Queda poco para las elecciones y son muchos los indecisos. Hace cierto tiempo se hablaba de fidelidad de voto, del suelo que tenían determinados partidos y de los obstáculos para que alguien cambiara sus preferencias electorales. Hoy todo eso ha saltado por los aires, instalados en una sociedad líquida, para usar la metafórica expresión de Zygmunt Bauman. Algo tendrá que ver en ello el incumplimiento sistemático de las promesas electorales, las expectativas frustradas, las esperanzas rotas, la falta de perspectiva de cambios. Eso, a la derecha, no le preocupa, porque no mira hacia adelante. Los conservadores viven en un perpetuo anhelo del pasado que, al menos en sus discursos, siempre fue mejor. Ven el presente como el resultado de un proceso degenerativo de la creación inicial o de cualquier otro punto idealizado en el tiempo. Por ejemplo, la herida de Wifredo el Velloso.

Pero la autodenominada izquierda, ¡ay la izquierda!, durante un tiempo vendió que era capaz de transformar las cosas y mejorar las situación de los más. Ya no. Sobre todo, porque cuando ha gobernado, no siempre ha transformado en profundidad, aunque haya que atribuirles las escasas mejoras que se han producido. Si fuera por la derecha ni siquiera se habrían universalizado los antibióticos. De hecho, ya anda empeñada en privatizarlos, junto al resto de la sanidad. Después de todo, si la gente se muere es, dicen, voluntad de Dios. ¿Quién es el hombre para enmendarle la plana?

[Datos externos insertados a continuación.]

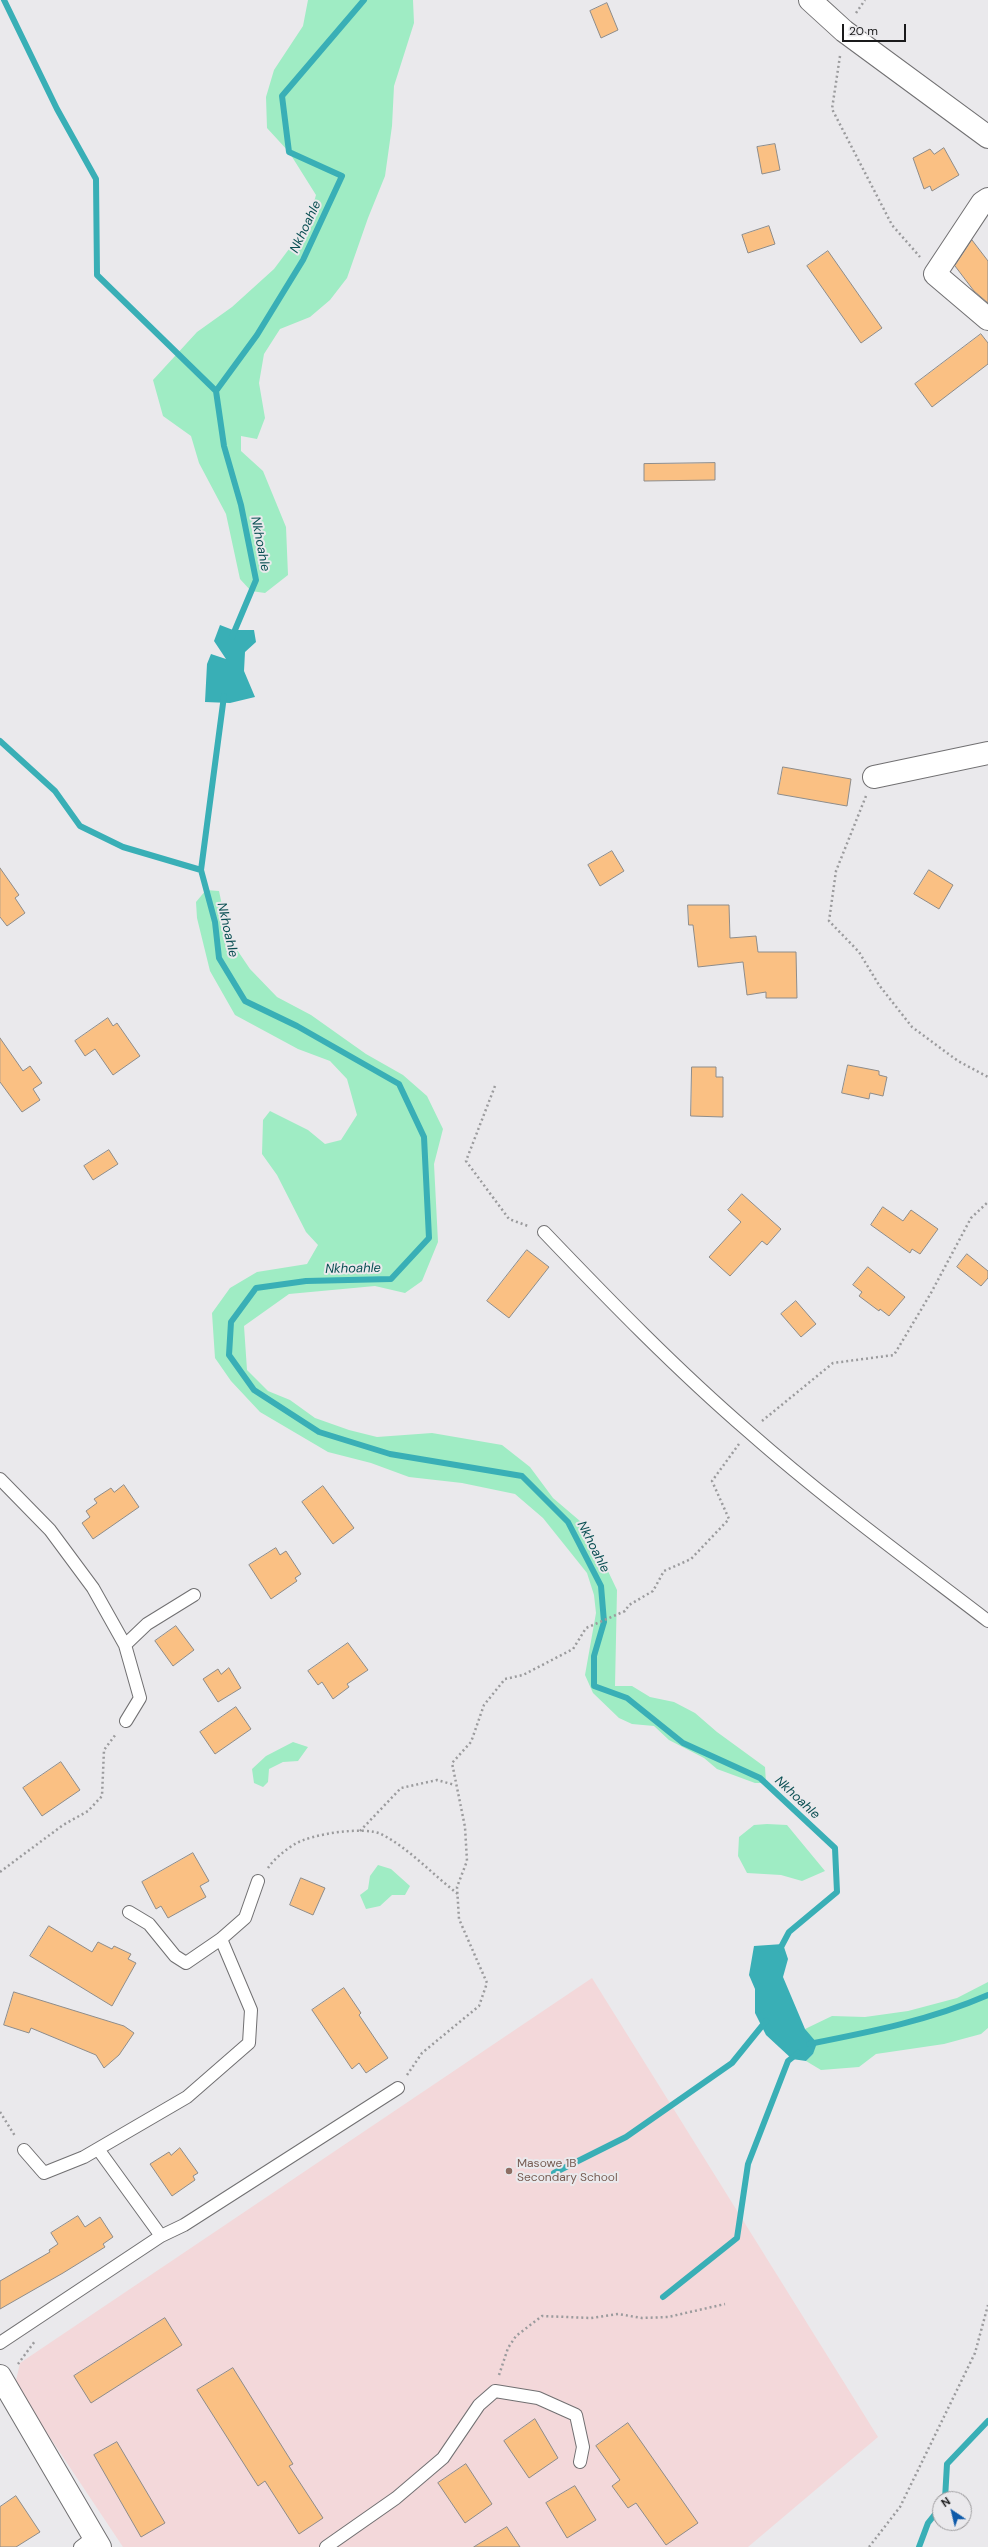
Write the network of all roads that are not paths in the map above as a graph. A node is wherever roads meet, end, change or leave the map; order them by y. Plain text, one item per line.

Esa quiebra del futuro, de la confianza en un futuro mejor, está detrás de muchos votos indecisos. Indecisos por reflexivos, no por indolencia. Quien más directamente vive el problema en Barcelona es Ada Colau. Sabe que su principal enemigo es que la abandonen muchos de los que la votaron en las pasadas elecciones, que se queden en casa o, si hace buen tiempo, se vayan a la playa. Tiene a favor que casi ninguno de los otros candidatos puede dar una sola razón para apropiarse de ese voto. Colau no ha gobernado bien, pero ¿qué puede esperarse de un Collboni que en la pasada legislatura se quejó de que los comunes rompieran el pacto de gobierno y en esta no ha encontrado mejor modo de marcar paquete que romperlo él? Collboni sabe que es el candidato de Illa y de Pedro Sánchez. O se agranda a su lado o ayuda a hundirlos, por eso ambos le darán su apoyo con la misma falta de fe que muchos de sus votantes.

No parece razonable que quien votó hace cuatro y ocho años a Ada Colau opte por un Ernest Maragall  que ha dilapidado la cosecha de las últimas elecciones. Una parte porque Pere Aragonés, necesitado de apoyos que Junts le niega, se ha acercado al PSC, descolocando a su candidato a la alcaldía barcelonesa; otra parte porque él mismo ha adoptado un discurso sobre la ciudad que se parece muchísimo al de los socialistas. Casi lo peor que le podía pasar, porque pocas alforjas se necesitaban para un viaje que le llevó a abandonar el PSC, si ahora se acerca a él hasta confundirse.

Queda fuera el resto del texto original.